◆ **AIM OF THE EXERCISE**
How many lines in the records below contain the word "MAITENES"? Answer with the number only.

◆ **RECORDS FOR PROCESSING**
◆ ◆ ◆
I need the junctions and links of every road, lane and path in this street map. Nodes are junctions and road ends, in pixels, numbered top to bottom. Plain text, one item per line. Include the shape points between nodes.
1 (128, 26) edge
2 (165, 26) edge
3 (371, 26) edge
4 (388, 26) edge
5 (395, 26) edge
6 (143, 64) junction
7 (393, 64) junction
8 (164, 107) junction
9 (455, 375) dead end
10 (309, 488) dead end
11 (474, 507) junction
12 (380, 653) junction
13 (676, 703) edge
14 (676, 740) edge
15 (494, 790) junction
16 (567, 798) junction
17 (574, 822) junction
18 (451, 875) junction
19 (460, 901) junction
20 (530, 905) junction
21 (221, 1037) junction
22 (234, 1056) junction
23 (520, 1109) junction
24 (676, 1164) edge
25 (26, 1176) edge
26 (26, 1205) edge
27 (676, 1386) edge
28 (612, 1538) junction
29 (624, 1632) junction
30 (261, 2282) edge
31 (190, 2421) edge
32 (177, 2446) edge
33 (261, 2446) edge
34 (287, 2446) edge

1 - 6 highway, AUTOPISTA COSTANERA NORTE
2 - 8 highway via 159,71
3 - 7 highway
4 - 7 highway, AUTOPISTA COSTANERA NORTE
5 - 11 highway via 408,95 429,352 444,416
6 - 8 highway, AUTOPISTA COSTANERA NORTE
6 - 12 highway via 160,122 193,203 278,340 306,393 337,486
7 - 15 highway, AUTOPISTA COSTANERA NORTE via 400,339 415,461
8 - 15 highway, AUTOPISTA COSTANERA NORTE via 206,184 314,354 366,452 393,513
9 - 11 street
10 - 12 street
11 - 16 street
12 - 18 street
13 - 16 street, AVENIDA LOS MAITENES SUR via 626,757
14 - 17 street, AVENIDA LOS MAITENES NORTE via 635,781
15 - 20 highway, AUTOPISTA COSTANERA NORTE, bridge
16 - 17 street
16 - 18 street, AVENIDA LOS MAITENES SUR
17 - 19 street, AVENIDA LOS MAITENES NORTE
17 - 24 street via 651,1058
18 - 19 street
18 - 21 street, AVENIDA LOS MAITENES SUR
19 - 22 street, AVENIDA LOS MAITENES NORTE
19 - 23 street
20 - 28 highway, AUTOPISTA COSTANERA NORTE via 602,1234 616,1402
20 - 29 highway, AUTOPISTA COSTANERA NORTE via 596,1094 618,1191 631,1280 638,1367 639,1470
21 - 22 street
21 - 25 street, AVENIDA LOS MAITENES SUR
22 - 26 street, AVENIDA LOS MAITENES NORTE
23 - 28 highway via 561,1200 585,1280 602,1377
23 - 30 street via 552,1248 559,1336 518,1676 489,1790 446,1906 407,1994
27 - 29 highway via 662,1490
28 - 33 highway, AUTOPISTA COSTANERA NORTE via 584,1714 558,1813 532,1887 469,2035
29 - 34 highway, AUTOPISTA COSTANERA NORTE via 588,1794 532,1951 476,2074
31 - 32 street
◆ ◆ ◆
◆ **RESPONSE BELOW**
8